The sweet reunion with ‘the bible’ of English language studies at Charles University in Prague – Mluvnice současné angličtiny na pozadí češtiny by Libuše Dušková et al. The source of laughter when you realise the intended puns in the examples of various grammatical rules.
The sweet smell of an ancient collection of William Falkner’s works discovered in a second-hand book shop in my hometown in Slovakia and the pages crumbling under the touch.
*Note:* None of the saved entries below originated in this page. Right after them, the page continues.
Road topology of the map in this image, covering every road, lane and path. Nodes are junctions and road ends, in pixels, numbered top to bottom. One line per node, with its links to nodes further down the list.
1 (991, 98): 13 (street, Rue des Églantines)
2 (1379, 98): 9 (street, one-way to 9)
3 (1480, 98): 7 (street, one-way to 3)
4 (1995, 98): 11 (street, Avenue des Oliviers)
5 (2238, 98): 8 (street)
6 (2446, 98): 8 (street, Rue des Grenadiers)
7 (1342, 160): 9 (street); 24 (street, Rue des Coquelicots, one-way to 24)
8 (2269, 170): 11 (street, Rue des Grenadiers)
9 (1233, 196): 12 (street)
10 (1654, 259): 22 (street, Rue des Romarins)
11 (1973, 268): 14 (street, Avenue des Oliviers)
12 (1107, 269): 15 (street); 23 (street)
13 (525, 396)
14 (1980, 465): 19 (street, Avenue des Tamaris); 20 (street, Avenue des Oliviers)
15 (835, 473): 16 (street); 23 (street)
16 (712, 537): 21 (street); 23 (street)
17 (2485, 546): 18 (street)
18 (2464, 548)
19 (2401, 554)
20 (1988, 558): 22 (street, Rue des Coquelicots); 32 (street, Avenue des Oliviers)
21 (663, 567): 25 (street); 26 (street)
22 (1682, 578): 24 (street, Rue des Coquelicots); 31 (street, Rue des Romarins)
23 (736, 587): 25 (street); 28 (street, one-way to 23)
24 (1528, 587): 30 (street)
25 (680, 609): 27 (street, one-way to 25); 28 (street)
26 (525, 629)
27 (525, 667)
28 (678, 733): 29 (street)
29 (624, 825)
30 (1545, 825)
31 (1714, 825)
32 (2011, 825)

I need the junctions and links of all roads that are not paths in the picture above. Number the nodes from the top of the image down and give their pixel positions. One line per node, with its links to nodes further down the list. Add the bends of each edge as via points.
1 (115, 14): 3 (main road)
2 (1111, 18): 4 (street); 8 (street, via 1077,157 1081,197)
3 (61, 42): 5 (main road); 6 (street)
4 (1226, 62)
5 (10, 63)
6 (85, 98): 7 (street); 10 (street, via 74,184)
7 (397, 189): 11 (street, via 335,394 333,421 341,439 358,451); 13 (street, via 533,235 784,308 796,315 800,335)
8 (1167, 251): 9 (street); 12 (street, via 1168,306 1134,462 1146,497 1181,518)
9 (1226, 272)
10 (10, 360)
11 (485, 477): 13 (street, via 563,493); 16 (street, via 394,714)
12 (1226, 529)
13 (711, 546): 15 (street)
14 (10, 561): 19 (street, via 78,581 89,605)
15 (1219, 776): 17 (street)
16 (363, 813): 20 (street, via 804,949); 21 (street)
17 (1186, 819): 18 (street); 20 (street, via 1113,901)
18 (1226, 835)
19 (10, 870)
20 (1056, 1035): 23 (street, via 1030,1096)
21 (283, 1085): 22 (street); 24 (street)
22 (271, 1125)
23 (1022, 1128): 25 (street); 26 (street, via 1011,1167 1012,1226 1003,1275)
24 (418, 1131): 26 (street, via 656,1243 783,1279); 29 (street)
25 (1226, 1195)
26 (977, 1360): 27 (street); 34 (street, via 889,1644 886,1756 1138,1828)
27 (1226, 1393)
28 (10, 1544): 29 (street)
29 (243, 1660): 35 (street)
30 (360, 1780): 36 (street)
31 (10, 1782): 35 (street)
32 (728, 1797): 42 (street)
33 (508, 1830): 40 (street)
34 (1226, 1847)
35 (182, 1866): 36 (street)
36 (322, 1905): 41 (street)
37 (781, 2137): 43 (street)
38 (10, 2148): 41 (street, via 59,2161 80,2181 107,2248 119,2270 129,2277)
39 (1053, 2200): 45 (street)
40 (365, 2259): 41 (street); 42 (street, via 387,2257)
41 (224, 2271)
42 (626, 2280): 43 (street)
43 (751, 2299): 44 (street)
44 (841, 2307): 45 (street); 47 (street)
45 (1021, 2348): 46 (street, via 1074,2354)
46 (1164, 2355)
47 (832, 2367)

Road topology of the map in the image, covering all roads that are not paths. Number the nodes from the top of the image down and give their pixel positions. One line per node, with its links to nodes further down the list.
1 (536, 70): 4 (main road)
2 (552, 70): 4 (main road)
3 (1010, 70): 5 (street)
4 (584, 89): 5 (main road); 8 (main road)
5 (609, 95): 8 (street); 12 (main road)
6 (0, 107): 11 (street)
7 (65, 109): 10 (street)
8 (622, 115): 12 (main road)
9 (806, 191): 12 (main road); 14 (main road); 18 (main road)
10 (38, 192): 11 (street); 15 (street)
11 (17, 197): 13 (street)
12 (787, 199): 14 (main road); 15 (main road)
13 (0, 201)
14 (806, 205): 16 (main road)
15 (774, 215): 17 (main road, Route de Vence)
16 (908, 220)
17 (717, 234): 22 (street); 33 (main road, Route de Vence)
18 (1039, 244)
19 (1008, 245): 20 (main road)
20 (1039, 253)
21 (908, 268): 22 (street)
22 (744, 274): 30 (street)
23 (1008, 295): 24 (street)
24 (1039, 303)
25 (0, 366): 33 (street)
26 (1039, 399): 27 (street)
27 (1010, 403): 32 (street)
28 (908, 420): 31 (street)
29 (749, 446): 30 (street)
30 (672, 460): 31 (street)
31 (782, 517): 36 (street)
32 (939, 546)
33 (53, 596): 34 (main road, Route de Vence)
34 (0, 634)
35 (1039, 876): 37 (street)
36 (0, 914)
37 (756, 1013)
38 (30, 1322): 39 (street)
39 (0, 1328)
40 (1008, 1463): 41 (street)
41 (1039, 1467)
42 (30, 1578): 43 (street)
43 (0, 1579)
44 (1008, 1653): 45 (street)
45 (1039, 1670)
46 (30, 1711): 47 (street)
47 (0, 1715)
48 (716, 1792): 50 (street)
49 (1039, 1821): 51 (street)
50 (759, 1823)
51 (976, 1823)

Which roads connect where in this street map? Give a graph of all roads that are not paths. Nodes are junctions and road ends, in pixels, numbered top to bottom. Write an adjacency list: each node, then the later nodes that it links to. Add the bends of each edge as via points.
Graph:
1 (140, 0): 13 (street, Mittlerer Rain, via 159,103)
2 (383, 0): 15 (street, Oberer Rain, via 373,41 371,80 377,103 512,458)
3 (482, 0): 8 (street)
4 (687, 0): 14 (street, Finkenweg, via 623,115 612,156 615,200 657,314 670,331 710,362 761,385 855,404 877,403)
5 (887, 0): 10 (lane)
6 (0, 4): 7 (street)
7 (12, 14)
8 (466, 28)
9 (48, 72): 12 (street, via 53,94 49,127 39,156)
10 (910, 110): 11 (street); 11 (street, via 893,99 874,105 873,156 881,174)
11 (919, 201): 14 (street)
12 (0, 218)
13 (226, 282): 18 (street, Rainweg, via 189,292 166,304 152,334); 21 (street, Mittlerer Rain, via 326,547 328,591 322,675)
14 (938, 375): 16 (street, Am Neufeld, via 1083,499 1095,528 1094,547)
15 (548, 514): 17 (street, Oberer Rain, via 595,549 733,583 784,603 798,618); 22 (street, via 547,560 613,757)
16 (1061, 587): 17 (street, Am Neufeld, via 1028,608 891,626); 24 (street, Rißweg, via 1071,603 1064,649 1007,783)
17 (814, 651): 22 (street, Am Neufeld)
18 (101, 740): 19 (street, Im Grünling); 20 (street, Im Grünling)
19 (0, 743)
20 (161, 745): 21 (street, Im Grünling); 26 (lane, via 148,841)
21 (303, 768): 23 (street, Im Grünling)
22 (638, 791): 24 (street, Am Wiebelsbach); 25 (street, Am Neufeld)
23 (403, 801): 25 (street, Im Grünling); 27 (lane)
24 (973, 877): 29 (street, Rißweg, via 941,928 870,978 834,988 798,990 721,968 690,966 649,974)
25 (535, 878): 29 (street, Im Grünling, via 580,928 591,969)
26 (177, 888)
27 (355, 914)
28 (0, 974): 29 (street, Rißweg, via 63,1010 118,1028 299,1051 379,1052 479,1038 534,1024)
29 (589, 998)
This text is as disjointed as are the contents of my boxes. It is an verbal illustration of the rich mixture of feelings and thoughts the unpacking is causing me to experience. These are the books I lugged from my biannual trips to the UK that started 16 years ago. These are the fruits of my endless prowling of the charity and second-hand shops. These are the proofs of my love affair, obsession, addiction, call-it-what-you-like with books and words.
Any comments?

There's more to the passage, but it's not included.